Esta crema de calabaza al roquefort con pipas garrapiñadas es una exquisita receta que fusiona la suavidad de la calabaza, la fuerza del roquefort y el dulce del garrapiñado consiguiendo un sabor delicioso y diferente a la típica crema de calabaza con verduras o a la calabaza a la naranja.

Y así elaboramos la crema de calabaza al roquefort con pipas garrapiñadas:

  • 1 kg de calabaza, ya pelada y despepitada
  • 1 cebolla, unos 300 gr
  • 1 patata, unos 200 gr
  • 100 gr de queso roquefort o similar
  • 80 gr de pipas de calabaza y 40 gr de azúcar de caña

Troceamos la cebolla, la salamos y la pochamos en una cazuela con el fondo cubierto ligeramente con aceite unos 15’, que quede bien transparente, vigilando que no se pegue.

Añadimos la calabaza y la patata peladas y troceadas y rehogamos un minuto.
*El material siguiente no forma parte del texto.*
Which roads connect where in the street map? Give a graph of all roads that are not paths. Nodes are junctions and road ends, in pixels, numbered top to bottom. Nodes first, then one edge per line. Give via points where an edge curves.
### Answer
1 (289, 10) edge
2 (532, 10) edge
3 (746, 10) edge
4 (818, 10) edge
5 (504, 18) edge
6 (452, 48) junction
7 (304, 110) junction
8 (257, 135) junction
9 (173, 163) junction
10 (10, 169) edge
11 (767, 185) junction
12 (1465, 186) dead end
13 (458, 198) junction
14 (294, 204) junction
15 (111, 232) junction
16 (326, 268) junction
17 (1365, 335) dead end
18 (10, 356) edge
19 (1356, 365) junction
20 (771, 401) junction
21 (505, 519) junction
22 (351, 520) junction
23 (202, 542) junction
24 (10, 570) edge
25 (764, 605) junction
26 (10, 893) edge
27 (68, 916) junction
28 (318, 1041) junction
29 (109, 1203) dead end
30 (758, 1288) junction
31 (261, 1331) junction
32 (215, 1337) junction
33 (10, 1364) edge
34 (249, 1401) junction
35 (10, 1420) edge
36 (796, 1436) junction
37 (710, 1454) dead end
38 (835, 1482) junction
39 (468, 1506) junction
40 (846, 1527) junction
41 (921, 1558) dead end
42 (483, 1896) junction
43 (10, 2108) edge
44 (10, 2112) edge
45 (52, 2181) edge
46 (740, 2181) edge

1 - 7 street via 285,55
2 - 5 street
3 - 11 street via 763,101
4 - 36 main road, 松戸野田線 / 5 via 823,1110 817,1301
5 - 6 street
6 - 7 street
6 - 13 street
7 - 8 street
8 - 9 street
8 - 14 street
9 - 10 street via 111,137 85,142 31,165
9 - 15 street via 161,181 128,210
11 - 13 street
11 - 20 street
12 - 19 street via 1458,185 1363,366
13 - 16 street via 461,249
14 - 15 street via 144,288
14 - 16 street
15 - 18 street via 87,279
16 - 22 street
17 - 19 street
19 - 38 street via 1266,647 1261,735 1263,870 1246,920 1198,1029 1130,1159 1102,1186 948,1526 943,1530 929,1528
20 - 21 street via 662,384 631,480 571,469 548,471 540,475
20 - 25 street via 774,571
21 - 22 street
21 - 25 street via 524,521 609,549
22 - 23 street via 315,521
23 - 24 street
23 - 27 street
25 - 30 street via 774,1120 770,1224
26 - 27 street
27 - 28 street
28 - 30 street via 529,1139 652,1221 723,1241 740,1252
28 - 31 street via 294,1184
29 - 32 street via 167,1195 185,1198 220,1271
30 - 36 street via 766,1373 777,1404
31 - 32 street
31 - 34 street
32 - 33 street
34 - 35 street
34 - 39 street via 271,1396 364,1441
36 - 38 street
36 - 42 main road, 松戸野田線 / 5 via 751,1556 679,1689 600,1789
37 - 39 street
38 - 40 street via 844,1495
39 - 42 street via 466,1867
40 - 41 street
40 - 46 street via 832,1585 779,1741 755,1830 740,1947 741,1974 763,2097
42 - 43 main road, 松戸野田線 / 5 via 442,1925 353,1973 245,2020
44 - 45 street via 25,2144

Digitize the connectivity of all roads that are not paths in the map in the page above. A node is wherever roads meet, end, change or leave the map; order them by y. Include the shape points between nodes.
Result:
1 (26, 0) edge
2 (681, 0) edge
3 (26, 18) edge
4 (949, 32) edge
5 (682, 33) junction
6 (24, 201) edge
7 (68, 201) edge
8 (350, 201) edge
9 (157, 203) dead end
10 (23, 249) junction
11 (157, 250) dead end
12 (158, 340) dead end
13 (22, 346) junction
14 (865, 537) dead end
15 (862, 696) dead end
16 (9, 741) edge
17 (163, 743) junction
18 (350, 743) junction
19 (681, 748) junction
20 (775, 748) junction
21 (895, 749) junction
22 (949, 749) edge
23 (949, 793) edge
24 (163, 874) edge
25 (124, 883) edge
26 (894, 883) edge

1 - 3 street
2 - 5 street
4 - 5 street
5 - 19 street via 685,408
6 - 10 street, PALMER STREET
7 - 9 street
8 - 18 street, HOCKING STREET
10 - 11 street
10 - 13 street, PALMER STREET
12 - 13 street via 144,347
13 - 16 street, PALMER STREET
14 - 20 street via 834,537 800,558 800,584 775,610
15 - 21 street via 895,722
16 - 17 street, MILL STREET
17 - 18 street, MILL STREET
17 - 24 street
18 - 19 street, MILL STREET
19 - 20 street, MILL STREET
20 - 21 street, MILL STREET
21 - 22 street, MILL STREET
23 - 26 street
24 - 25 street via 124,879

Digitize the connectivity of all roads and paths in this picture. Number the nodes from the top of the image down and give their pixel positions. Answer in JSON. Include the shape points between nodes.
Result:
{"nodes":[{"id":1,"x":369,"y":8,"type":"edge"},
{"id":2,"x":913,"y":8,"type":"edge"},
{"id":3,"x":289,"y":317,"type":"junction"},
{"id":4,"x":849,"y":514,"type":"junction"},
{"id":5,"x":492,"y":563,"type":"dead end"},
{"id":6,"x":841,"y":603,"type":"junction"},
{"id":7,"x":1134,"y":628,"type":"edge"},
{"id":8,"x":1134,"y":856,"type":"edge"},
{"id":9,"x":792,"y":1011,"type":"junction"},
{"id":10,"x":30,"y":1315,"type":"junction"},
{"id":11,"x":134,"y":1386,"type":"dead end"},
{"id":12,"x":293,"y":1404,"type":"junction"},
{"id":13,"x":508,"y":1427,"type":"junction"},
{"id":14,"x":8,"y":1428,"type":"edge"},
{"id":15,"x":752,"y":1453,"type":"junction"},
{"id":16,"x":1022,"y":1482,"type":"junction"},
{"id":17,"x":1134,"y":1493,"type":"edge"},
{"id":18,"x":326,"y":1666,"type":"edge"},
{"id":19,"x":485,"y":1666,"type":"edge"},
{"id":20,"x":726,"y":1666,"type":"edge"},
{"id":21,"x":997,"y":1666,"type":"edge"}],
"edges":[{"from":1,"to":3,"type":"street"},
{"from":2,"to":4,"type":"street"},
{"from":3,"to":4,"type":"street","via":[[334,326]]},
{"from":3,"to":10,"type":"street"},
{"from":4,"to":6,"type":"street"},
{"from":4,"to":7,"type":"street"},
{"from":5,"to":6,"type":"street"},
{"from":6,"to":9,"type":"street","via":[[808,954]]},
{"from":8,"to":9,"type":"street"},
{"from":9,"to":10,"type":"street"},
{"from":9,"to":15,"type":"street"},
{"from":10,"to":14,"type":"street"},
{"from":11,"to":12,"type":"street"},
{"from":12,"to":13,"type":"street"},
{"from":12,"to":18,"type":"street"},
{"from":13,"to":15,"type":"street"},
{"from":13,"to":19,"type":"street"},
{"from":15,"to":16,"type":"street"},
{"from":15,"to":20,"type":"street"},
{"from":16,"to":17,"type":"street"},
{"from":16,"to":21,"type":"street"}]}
Cubrimos con agua y dejamos cocer hasta que esté todo blandito, unos 35’.

Quitamos un poco de caldo y lo reservamos para conseguir una textura más de crema que de sopa. Luego lo podemos añadir si se necesita.

Batimos junto al roquefort y salamos al gusto, aunque ya tiene un sabor suficientemente definido y apenas se necesita sal. Podemos pasar la crema por un pasapuré para que quede más fina.

Paralelamente vamos garrapiñando las pipas en una cazuelita a fuego suave. Simplemente ponemos las pipas y el azúcar a calentar y poco a poco éste se funde y va recubriendo las pipas.

Hay que ir removiendo constantemente para que no se quede todo pegado.

En unos 5’, cuando veamos que las pipas ya están garrapiñadas, las extendemos sobre una superficie dura y bien limpia, como el mármol/encimera de la cocina, y dejamos que se enfríen allí. Ponemos la cazuela a remojo para que luego la podamos lavar bien.

Servimos la crema de calabaza caliente con las garrapiñadas de guarnición y con el calor se funde el azúcar decorando la superficie de la crema. La combinación del dulce y el roquefort es realmente especial y rica.

La calabaza de la foto es de la huerta de mi padre y lo que hacemos es congelarla ya pelada y en dados y así la tenemos siempre disponible para todas estas recetas de calabaza.

Con tantos atributos, la verdad es que deberíamos desear a la gente que les den muchas calabazas. La calabaza no se merece tan mala fama.